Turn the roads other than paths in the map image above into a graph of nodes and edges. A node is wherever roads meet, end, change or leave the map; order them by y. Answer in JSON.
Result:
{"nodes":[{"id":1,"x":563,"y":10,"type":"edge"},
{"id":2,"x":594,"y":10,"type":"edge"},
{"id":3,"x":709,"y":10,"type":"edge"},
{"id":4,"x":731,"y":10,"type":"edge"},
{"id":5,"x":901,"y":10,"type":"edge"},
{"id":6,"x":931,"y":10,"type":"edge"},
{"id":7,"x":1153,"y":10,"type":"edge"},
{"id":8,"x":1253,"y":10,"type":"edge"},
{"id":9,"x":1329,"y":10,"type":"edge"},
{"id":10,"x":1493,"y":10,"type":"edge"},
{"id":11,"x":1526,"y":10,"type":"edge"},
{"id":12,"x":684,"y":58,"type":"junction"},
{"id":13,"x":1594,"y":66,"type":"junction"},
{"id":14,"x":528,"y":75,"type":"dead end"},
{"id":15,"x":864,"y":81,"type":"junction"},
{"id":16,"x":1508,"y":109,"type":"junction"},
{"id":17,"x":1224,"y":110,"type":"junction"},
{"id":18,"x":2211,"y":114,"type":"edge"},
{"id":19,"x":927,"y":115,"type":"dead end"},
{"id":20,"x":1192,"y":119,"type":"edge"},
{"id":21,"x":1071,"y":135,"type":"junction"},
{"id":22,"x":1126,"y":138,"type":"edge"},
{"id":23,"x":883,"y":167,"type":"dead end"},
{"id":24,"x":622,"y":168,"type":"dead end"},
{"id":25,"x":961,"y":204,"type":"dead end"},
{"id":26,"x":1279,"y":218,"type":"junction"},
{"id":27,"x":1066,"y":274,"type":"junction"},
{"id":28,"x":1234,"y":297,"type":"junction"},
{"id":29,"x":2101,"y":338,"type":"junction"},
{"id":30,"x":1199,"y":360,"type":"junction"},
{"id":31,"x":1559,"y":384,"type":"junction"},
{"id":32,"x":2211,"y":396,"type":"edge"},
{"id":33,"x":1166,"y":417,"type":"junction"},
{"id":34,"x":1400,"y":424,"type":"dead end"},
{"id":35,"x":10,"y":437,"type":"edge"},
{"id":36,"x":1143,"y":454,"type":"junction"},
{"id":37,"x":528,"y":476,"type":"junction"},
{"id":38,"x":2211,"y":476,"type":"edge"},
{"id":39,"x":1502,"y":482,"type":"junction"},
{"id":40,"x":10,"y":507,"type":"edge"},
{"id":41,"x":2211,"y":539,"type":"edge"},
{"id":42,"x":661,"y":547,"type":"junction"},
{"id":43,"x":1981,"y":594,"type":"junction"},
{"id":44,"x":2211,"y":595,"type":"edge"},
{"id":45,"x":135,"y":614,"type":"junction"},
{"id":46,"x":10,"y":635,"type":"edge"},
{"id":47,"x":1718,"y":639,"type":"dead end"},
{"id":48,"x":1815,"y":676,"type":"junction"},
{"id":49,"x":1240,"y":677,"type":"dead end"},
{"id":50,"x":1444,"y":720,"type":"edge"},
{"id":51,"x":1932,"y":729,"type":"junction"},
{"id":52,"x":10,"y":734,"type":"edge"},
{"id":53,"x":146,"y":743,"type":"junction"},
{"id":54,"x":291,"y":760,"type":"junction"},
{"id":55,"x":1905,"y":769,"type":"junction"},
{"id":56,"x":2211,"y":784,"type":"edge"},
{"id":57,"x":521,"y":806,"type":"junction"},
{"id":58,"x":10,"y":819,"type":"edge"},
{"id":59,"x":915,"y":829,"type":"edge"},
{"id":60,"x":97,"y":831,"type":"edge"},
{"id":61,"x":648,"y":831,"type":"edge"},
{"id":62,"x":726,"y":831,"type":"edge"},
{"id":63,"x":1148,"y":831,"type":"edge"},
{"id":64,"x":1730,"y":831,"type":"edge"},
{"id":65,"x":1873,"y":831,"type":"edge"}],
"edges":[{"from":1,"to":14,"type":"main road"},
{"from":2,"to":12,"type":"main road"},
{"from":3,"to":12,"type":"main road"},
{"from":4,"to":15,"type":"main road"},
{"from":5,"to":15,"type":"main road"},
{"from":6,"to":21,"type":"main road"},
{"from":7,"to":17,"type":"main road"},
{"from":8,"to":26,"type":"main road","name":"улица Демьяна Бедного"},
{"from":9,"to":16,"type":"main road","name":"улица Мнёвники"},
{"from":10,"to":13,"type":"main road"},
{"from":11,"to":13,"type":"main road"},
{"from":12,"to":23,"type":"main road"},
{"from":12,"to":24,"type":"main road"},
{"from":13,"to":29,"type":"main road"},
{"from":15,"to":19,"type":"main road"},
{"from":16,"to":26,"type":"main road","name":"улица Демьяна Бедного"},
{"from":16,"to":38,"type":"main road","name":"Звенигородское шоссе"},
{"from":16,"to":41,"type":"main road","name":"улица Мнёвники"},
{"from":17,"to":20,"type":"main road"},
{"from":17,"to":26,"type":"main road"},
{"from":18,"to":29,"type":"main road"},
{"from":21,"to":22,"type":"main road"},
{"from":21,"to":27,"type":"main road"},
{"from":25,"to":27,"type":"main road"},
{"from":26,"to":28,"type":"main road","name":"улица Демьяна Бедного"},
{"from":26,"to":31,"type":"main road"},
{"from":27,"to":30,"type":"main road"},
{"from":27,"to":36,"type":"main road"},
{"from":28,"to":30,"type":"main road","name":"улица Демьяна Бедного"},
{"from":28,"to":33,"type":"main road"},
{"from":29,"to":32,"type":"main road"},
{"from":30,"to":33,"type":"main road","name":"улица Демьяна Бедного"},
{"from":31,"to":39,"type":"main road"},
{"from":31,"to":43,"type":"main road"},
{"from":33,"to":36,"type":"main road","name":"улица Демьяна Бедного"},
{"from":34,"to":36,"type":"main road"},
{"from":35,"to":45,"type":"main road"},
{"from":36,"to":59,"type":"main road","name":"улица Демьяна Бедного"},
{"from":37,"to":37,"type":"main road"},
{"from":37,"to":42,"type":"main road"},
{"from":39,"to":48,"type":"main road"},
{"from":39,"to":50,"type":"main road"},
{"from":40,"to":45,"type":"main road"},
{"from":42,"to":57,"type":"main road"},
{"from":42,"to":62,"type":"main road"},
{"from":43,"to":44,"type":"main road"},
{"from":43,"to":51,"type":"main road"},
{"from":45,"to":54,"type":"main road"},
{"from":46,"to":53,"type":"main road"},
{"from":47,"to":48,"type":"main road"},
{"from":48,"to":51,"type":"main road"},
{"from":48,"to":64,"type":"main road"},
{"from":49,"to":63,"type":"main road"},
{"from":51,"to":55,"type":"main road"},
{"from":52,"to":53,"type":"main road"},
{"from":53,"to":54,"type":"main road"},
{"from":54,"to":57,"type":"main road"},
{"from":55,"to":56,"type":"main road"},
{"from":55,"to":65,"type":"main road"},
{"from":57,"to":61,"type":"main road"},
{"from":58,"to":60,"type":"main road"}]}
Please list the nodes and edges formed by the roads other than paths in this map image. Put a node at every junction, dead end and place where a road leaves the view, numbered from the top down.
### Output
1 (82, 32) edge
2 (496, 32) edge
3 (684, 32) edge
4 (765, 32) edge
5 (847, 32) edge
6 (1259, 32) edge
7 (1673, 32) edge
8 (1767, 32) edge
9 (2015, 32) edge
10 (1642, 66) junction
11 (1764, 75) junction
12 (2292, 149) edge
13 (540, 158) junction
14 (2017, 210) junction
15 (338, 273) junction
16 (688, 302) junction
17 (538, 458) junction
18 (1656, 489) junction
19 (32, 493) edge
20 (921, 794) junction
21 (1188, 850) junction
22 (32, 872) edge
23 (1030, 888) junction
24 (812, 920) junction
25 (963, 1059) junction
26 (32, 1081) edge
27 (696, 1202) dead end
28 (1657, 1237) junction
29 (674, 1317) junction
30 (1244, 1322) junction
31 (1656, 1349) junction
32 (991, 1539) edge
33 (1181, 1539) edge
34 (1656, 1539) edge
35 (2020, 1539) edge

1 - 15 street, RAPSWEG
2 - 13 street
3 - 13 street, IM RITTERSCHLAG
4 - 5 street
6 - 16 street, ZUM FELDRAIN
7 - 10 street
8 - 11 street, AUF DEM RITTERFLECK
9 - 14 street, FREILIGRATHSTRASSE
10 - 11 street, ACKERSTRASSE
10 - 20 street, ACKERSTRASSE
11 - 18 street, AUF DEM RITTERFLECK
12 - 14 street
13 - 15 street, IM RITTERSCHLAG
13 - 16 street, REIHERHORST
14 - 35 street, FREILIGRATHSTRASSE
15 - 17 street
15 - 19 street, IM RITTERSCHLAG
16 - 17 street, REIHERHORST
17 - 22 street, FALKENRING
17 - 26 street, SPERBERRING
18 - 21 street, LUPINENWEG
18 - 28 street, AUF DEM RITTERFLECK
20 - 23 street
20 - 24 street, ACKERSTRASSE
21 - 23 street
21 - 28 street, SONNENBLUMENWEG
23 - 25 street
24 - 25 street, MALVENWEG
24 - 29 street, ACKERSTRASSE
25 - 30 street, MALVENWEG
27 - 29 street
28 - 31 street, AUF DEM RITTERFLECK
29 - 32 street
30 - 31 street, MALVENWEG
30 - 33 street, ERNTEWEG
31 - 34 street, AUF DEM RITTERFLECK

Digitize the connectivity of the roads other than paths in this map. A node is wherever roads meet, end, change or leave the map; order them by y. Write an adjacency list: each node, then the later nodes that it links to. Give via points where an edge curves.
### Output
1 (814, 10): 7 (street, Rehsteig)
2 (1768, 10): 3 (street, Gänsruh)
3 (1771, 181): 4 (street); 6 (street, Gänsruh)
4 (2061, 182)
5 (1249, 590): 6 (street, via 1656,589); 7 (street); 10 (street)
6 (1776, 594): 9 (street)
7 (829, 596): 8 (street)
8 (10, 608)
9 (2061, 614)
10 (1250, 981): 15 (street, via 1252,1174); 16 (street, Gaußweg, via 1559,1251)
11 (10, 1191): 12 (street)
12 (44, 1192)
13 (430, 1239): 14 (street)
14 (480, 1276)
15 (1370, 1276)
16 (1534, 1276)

[Your objective]: Throughout the data above, copy all lines where the word "change" is found.

[Response]:
Turn the roads other than paths in the map image above into a graph of nodes and edges. A node is wherever roads meet, end, change or leave the map; order them by y. Answer in JSON.
Digitize the connectivity of the roads other than paths in this map. A node is wherever roads meet, end, change or leave the map; order them by y. Write an adjacency list: each node, then the later nodes that it links to. Give via points where an edge curves.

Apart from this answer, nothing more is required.